=== TASK MATERIAL ===
■ ■ ■ ■ ■ ■ ■
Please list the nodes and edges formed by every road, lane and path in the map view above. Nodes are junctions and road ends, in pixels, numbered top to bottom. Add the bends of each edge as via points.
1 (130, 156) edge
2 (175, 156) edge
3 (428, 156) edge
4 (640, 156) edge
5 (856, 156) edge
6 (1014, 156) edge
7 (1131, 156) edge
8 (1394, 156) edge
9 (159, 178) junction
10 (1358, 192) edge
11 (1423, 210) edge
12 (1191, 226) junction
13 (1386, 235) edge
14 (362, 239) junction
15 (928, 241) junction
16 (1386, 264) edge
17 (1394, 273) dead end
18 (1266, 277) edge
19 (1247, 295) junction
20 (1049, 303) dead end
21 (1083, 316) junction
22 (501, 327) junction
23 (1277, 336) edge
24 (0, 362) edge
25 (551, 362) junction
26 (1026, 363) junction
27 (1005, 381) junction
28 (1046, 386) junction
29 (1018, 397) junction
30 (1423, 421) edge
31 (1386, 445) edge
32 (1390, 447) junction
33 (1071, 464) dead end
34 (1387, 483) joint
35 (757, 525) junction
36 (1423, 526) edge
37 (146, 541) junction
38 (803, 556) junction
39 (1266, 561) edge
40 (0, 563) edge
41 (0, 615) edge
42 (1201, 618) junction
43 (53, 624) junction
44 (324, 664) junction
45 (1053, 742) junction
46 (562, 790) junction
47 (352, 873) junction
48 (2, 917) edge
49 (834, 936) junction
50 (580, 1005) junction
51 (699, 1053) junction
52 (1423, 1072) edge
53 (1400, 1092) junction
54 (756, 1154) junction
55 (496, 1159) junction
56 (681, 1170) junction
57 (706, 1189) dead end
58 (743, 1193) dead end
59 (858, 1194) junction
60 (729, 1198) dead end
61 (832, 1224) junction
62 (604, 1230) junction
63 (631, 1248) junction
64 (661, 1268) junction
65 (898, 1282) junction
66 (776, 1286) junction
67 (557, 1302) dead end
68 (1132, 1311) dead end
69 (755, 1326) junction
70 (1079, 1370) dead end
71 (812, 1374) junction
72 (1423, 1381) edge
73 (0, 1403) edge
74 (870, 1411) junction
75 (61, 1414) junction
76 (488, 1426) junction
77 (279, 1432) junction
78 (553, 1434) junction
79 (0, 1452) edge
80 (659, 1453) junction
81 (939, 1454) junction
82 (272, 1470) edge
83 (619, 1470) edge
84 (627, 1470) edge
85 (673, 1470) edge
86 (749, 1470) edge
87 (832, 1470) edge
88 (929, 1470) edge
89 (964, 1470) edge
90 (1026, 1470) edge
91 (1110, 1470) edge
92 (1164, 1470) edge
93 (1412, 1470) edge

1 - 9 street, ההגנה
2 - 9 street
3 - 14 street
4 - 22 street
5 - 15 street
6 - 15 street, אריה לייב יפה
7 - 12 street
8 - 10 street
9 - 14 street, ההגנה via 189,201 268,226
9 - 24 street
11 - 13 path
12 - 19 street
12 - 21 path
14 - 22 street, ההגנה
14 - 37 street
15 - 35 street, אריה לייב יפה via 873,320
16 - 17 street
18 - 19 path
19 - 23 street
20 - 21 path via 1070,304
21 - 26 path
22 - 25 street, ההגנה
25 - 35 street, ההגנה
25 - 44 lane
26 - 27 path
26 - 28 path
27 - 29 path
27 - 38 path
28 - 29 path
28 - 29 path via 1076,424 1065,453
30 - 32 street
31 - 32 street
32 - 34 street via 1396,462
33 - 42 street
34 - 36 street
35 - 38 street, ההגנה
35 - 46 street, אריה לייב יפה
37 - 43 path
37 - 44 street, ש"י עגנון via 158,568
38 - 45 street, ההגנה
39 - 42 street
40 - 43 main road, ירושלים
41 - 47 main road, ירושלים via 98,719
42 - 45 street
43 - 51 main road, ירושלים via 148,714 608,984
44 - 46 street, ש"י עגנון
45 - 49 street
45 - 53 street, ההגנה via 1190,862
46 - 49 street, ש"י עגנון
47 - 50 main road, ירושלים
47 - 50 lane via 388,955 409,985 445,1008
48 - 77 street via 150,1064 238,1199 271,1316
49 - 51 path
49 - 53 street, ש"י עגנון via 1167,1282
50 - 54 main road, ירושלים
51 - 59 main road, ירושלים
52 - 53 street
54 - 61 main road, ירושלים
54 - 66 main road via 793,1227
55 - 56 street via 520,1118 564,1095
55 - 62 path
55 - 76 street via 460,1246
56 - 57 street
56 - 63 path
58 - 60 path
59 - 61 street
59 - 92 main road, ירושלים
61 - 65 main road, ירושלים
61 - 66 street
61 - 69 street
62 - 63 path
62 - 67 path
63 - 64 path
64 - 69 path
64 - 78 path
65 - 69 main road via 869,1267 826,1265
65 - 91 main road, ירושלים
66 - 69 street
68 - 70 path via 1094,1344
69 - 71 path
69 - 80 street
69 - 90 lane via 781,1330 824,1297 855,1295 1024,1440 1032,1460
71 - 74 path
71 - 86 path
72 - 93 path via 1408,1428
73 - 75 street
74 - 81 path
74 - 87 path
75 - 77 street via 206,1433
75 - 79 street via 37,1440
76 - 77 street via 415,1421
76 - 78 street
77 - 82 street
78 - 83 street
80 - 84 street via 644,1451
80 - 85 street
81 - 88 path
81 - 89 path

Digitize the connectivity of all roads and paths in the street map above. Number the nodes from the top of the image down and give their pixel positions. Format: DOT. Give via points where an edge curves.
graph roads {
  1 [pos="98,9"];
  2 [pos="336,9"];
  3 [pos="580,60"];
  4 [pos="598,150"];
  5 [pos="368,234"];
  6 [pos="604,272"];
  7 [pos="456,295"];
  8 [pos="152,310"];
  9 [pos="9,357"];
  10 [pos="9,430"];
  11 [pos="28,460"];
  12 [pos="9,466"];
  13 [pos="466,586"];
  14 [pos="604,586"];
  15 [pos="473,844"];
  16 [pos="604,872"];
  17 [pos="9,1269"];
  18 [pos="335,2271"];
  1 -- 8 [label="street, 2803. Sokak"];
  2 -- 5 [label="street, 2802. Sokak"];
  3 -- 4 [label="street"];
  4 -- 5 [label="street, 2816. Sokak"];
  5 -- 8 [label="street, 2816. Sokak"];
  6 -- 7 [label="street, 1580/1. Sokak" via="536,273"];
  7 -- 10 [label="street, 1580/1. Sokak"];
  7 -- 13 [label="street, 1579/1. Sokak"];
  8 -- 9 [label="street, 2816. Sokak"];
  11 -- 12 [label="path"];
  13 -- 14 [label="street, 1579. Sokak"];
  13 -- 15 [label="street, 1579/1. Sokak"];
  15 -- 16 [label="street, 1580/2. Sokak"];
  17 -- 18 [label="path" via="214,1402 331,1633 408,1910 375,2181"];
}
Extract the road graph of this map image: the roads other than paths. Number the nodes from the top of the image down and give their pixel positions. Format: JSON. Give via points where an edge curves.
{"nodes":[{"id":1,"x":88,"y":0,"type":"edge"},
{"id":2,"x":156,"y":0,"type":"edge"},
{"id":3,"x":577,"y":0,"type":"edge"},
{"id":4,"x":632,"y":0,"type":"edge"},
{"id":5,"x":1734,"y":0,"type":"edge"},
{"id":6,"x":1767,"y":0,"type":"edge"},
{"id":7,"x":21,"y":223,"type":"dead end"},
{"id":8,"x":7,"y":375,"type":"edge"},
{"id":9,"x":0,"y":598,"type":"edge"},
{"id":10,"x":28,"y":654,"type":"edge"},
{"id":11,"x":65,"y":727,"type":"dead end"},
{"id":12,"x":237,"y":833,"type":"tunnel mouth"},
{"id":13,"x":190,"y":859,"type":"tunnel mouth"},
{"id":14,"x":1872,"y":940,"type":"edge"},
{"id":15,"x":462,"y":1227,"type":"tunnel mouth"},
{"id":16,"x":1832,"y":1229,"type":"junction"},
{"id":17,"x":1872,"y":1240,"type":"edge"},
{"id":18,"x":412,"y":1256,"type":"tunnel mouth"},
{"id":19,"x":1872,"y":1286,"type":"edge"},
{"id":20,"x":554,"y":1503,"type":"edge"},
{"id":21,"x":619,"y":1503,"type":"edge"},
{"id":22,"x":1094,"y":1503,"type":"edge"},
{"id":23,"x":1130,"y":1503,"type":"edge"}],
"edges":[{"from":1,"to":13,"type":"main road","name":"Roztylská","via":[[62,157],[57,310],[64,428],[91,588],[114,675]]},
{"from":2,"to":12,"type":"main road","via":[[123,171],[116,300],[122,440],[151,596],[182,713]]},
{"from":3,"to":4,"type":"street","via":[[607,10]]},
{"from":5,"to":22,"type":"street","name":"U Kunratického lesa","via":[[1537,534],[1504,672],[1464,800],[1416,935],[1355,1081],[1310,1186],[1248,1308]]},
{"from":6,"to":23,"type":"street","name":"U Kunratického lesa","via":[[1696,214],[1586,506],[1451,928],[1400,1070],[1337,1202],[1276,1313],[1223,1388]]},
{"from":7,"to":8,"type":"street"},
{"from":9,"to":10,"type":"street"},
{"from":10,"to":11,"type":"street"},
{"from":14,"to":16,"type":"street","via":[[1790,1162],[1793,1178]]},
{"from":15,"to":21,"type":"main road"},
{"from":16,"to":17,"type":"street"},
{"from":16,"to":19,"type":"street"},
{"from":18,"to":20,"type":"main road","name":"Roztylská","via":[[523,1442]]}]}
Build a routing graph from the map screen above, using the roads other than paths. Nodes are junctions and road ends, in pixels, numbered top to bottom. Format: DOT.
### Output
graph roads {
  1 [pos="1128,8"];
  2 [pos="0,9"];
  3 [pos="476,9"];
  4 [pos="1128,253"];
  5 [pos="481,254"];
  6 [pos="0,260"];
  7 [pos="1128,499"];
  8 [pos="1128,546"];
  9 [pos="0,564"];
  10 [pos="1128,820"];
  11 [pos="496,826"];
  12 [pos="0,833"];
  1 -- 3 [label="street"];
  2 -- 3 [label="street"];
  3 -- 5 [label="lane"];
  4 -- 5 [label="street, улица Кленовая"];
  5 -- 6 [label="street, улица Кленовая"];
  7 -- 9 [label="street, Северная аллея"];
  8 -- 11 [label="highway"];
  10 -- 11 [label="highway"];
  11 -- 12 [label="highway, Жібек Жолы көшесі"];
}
■ ■ ■ ■ ■ ■ ■
=== WHAT YOU ARE ASKED TO DO ===
List each line of the entries that holds the string "Kunratického".

=== RESPONSE BELOW ===
{"from":5,"to":22,"type":"street","name":"U Kunratického lesa","via":[[1537,534],[1504,672],[1464,800],[1416,935],[1355,1081],[1310,1186],[1248,1308]]},
{"from":6,"to":23,"type":"street","name":"U Kunratického lesa","via":[[1696,214],[1586,506],[1451,928],[1400,1070],[1337,1202],[1276,1313],[1223,1388]]},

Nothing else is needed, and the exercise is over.